[Start of section]
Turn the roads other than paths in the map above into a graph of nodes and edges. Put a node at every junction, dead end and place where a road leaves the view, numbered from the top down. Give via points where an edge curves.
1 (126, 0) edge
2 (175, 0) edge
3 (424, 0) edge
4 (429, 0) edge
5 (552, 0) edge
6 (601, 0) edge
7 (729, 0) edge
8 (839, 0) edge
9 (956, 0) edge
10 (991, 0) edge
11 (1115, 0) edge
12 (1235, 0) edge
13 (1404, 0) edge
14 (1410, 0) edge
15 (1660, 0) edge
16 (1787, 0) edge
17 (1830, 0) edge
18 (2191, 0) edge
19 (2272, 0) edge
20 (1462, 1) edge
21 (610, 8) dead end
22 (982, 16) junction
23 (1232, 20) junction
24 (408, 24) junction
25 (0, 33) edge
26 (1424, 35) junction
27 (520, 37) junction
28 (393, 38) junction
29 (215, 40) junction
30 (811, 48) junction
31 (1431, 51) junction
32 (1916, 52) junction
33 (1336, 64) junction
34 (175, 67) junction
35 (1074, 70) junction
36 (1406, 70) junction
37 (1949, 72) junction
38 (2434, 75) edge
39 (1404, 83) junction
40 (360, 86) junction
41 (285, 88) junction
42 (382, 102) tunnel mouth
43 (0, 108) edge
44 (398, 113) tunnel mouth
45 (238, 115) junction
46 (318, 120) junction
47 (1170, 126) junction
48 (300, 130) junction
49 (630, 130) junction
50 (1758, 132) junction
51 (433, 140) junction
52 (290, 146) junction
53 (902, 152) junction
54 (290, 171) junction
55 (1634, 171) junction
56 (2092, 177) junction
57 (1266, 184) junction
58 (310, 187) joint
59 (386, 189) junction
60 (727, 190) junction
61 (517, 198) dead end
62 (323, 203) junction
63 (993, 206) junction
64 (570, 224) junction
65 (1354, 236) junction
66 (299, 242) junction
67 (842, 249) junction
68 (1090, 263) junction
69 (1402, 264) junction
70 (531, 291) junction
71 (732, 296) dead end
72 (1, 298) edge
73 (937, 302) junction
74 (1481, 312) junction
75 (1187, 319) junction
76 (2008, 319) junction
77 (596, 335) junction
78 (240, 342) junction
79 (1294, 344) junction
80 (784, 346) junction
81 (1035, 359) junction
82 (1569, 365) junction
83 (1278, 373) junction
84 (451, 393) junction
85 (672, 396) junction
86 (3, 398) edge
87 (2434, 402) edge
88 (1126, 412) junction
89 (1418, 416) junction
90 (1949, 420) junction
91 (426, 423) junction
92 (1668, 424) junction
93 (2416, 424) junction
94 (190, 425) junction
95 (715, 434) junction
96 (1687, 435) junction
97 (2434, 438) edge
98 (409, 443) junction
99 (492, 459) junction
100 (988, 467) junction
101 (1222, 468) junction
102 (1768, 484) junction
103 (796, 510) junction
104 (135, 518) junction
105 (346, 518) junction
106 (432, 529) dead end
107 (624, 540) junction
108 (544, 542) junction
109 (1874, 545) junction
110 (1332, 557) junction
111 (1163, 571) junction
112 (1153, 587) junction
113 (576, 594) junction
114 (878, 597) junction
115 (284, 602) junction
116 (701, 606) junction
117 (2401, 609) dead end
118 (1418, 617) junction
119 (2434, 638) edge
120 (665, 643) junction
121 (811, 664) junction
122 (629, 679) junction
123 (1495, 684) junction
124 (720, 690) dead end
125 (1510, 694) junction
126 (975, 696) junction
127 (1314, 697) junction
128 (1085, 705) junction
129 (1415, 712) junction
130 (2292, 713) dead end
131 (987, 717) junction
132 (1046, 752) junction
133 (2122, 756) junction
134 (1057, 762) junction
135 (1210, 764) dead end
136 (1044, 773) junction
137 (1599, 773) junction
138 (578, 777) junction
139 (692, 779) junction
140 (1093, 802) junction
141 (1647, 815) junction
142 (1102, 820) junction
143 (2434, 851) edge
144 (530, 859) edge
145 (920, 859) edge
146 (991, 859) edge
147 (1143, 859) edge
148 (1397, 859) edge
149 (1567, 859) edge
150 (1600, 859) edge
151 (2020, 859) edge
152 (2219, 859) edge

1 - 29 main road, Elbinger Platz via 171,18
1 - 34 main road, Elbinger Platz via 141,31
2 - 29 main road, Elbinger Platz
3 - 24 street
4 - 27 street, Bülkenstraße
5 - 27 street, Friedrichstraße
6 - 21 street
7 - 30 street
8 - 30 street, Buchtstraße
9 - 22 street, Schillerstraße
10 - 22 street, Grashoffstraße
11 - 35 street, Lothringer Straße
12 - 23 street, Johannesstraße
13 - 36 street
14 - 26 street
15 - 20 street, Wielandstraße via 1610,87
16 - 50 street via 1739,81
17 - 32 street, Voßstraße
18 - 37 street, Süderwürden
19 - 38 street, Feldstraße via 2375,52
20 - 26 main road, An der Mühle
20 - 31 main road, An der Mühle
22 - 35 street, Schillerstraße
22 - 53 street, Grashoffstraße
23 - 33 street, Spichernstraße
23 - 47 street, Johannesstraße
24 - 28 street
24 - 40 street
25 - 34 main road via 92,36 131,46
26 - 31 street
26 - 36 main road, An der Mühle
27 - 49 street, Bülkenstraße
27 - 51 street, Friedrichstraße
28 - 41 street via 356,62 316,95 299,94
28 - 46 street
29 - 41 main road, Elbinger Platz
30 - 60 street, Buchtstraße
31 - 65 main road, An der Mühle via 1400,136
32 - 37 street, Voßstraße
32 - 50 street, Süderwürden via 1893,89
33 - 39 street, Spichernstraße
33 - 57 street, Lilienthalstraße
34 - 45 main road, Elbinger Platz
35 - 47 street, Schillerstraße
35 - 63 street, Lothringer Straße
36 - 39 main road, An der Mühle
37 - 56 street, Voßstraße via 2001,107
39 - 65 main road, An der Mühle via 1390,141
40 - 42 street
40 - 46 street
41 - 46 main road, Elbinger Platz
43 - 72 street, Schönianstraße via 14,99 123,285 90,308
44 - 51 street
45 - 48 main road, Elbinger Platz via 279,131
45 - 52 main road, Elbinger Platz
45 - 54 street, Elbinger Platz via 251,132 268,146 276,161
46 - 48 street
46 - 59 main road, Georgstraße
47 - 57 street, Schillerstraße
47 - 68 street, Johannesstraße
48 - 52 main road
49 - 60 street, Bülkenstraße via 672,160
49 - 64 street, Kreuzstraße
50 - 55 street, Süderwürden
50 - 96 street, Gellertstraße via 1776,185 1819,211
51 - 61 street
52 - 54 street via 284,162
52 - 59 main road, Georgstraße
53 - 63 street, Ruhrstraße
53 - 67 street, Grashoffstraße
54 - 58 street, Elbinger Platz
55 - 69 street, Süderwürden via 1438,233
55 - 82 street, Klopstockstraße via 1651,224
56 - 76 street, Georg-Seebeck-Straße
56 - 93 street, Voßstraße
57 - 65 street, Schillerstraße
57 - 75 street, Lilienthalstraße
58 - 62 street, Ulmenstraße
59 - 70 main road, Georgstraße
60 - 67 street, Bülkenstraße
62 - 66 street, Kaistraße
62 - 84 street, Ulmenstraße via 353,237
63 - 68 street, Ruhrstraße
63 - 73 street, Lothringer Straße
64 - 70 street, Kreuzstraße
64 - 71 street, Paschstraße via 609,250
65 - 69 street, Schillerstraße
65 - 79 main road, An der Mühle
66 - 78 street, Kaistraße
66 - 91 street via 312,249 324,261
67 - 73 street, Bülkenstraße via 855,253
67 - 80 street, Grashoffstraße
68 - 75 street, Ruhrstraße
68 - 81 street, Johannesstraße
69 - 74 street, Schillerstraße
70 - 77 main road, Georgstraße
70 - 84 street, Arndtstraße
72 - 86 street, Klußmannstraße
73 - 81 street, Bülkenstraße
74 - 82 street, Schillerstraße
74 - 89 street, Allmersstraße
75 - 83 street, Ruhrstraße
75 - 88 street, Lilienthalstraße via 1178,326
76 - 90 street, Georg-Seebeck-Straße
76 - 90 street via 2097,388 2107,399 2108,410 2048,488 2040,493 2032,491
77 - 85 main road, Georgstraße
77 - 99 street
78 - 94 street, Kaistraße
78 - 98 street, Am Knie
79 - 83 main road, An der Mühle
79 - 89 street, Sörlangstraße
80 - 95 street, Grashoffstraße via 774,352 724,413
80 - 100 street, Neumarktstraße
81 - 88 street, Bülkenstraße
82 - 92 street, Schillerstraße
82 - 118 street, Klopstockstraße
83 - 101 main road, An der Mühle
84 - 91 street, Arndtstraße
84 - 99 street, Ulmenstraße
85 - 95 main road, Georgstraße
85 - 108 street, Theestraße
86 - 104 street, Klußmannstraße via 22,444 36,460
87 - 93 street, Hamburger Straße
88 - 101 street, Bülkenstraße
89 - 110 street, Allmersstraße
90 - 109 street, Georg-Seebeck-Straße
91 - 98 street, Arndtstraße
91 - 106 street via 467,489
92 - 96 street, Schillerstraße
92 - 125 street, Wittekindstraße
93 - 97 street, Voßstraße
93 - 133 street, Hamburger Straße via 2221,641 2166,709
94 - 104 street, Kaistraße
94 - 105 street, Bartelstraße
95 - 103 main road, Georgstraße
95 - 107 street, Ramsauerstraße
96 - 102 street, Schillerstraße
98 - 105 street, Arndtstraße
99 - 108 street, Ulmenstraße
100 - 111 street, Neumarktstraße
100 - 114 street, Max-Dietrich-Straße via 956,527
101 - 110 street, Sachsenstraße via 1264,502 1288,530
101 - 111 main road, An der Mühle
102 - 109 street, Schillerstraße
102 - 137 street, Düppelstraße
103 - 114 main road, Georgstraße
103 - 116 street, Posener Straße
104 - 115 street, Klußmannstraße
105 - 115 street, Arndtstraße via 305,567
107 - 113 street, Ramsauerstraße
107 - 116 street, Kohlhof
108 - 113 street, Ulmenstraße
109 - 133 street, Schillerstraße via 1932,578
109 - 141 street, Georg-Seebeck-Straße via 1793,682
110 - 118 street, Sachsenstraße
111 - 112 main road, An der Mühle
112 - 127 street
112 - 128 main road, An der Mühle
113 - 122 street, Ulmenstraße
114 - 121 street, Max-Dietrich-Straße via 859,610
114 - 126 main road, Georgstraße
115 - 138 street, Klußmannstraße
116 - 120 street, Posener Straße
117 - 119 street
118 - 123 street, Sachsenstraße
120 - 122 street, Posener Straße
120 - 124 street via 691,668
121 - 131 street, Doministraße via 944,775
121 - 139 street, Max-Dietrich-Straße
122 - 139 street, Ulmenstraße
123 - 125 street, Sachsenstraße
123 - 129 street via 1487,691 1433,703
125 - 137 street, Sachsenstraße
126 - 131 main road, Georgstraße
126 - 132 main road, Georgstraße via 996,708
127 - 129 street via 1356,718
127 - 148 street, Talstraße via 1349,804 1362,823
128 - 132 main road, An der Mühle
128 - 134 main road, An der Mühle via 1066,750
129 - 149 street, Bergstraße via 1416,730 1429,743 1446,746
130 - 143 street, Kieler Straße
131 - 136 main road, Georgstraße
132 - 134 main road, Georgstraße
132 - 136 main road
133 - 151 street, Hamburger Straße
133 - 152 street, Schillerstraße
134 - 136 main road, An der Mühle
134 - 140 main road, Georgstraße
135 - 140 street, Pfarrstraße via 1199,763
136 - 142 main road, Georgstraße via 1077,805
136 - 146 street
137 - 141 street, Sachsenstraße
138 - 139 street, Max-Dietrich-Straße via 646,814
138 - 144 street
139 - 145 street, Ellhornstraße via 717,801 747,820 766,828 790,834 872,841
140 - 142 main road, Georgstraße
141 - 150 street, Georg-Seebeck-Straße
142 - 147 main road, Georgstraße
[End of section]
» **WHAT YOU WILL DO**
From the listing above, give the number of lines in which the word "tunnel" occurs, and nothing else.

» **RESPONSE TO THIS EXERCISE**
2